There was a lot of labor involved, because making a back-end pageset to perform CRUD on an entity was almost an assignment in itself, and there were several entity types to manage, including pages, users, articles, and templates.

I built the site in manual MVC, which helped me shore up my MVC conceptions, but the controller was difficult to manage because all of the different types of requests had to pass through it. I don’t think I will try manually implementing MVC again because managing paths and scopes was a nightmare.

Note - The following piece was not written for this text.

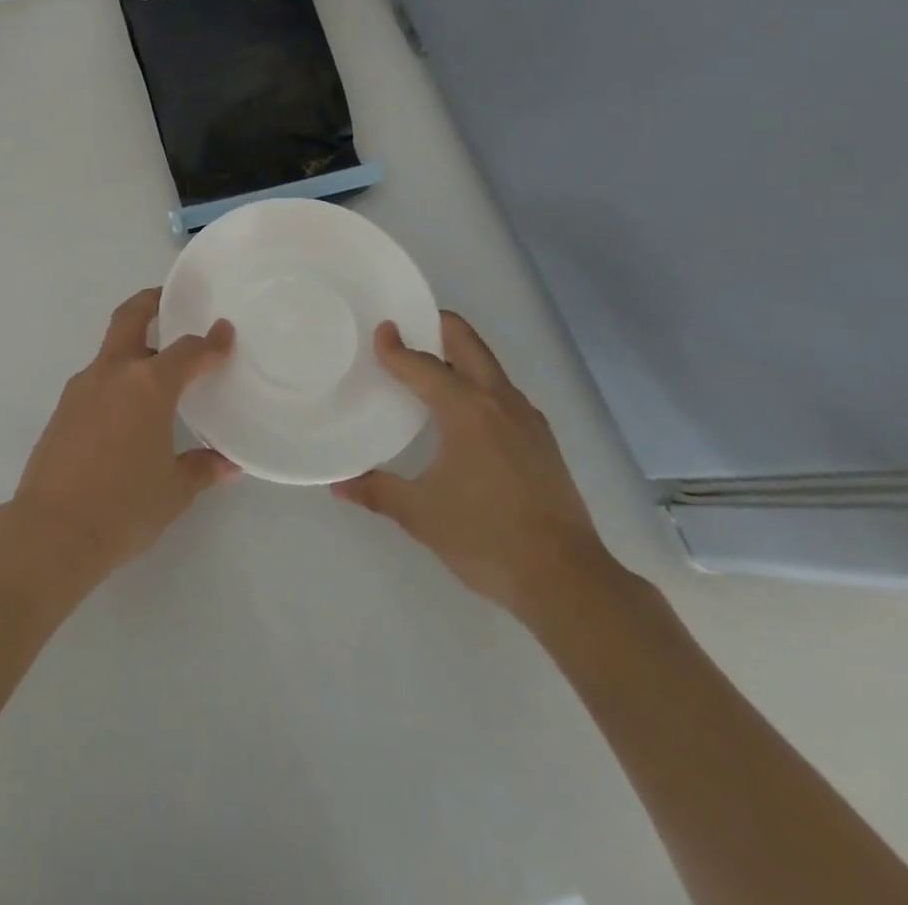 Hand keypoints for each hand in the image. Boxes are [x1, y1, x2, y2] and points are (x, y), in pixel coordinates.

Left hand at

The following semester, I got myself learning Django, and the experience of working with MVC in PHP helped me to recognize the model, view, and controller equivalents in Django. I built a poll application following the tutorials (which, though complex, were a breath of fresh air compared to the introductory guestbook tutorial for ZEND), and I didn’t have to write a single line of SQL. You could also extend a basic Django project to become a CMS if you set up the right models and views (or install django CMS).

“EZFrac” Rational Number Calculator


(Download: 1.3 MB (ZIP))

The intent of this assignment was to show how to overload operators (in C++ code) – the calculator was an optional component for bonus points, and the operators used in the user input are just characters in string – not the programmatic operators we’re talking about overloading (i.e. (re)defining the behavior of).

We worked with objects of a self-made class Rational that had numerators and denominators. We wrote code that allowed us to perform programmatic and mathematical operations on them and get sensible results – e.g. the overloaded “+” operator would add two Rationals together according to the rules for adding fractions.

The calculator was fiendishly difficult because there were all kinds of permutations of the 4 basic operations that had to be parsed correctly, made complicated by the fact that the symbol (/) indicated both division and two parts of a rational. Worse, the symbol (-) is for subtraction as well as indicating a negative integer, necessitating 16 different cases to handle: I had regular expressions with nicknames like “nominus-dualminus” ((n or n/n) - -n/-n) and “trailingminusonly-leadingminusonly” (n/-n - -n/n). Certain expressions like 3/2/3 (is that 3/2 divided by 3 (1/2), or 3 divided by 2/3 (9/2)?) would always be ambiguous and required prompting the user. I learned how to use regular expressions to identify the different kinds of fraction/operation combinations and build up the appropriate Rationals on which to perform the appropriate calculations.

In the end I gained a greater proficiency with regular expressions and using them in C++, and they’re a critical (and, if this program is any indication, oft-neglected) part of a problem-solving toolkit.